Mathématiques du moins pire
L’équation est tristement simple: dans un monde où tout est marchandisé, donner de la valeur économique au patrimoine naturel peut permettre une protection efficace. Tant pis pour la vision romantique d’une Nature qui devrait se suffire d’être pour que nous ayons envie de la respecter et de la protéger. Si la valeur « touristique » d’une panthère des neiges vivante est aujourd’hui plus grande que la valeur de sa peau et de ses os, il est plus facilement envisageable de percevoir un avenir pour cette espèce. Ce calcul est assez cynique, mais c’est une possibilité rapide et relativement puissante, valable pour bon nombre d’espèces emblématiques.
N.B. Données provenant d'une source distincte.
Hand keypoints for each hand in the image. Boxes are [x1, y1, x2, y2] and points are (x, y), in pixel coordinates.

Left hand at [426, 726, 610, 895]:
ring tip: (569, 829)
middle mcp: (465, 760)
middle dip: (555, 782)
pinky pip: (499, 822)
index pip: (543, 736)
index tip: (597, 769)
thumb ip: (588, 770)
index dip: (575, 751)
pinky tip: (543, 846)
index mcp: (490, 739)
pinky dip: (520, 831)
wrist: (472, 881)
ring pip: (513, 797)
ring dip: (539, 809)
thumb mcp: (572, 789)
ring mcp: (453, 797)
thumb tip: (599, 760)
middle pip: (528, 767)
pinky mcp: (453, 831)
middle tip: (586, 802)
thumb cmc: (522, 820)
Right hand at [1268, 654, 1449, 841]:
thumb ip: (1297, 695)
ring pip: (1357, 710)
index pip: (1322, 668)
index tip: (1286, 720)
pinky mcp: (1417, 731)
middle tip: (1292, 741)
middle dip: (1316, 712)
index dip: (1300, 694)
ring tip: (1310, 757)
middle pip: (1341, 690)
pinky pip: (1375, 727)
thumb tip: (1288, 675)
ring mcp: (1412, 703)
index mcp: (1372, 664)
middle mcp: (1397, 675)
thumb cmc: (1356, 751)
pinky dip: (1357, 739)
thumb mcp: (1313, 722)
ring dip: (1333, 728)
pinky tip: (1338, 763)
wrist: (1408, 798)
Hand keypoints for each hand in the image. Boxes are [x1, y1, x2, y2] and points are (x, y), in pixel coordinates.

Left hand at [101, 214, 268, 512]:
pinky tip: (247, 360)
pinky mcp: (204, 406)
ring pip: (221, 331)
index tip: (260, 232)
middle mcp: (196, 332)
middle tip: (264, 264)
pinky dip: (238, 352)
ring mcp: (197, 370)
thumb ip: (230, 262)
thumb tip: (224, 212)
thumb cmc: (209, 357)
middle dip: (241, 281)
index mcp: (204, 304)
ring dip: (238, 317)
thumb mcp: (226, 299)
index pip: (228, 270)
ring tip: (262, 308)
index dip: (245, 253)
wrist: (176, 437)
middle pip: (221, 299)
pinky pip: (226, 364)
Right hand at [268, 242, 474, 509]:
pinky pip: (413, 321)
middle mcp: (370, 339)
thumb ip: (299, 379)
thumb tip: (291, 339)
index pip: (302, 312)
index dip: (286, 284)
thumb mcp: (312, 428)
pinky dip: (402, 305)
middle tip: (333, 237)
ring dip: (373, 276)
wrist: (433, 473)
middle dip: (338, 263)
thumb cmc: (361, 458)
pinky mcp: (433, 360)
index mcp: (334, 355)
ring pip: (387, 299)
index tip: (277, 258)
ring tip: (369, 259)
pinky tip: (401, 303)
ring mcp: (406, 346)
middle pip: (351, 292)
Quand ces espèces sont des super-prédateurs, ce système devient d’autant plus intéressant: pour viabiliser la présence de l’espèce cible, il faut que tout son écosystème, son cortège de proies, jusqu’à la végétation qui nourrit ces dernières, soit en bon état fonctionnel. C’est l’effet parapluie, déployé sur un milieu naturel tout entier. À ce titre l’exemple de l’écotourisme lié au voyages naturalistes ou photo sur la panthère des neiges est plutôt encourageant. Snowleopard Conservancy IT cherche d’ailleurs à étendre le principe, si bien que le village de Ulley devient lui aussi un lieu connu et reconnu. Et d’autres localités sont en lice pour se positionner. À terme, on pourrait imaginer qu’une concurrence écologique se mette en place entre vallées, chacune essayant d’offrir un écosystème riche et varié, à même d’attirer les éco-touristes.
Épilogue climatique
Un problème majeur subsiste dans ce tableau qui pourrait sembler idyllique: le coût climatique du tourisme! Il va sans dire que pour me rendre au Ladakh, je n’ai pas d’autres solutions matériellement acceptable que de prendre l’avion. Chaque aller/retour émet 2,4t de CO2! J’ai beau vivre de façon pourtant très climato-compatible, le fait de voyager en avion ruine mes efforts de façon assez désespérante. Voyager pour aller voir la panthère des neiges permet bien à court terme, localement, de protéger cette espèce. Mais sur un moyen terme, cela contribue de façon notable au dérèglement climatique, qui est en soit une menace majeure pour l’écosystème trans-himalayen (comme tous les écosystèmes montagnards). Si demain les avions restaient tous au sol, cela ne solutionnerait qu’une partie du coût carbone de l’humanité. Il est très compliqué je pense de mesurer la balance bénéfice / désavantage de cet écotourisme, en tout cas depuis mon point de vue et avec mes connaissances. A minima, il nous faut compenser le CO2 émit, même si cette solution d’un droit à polluer n’est pas totalement satisfaisante à mes yeux.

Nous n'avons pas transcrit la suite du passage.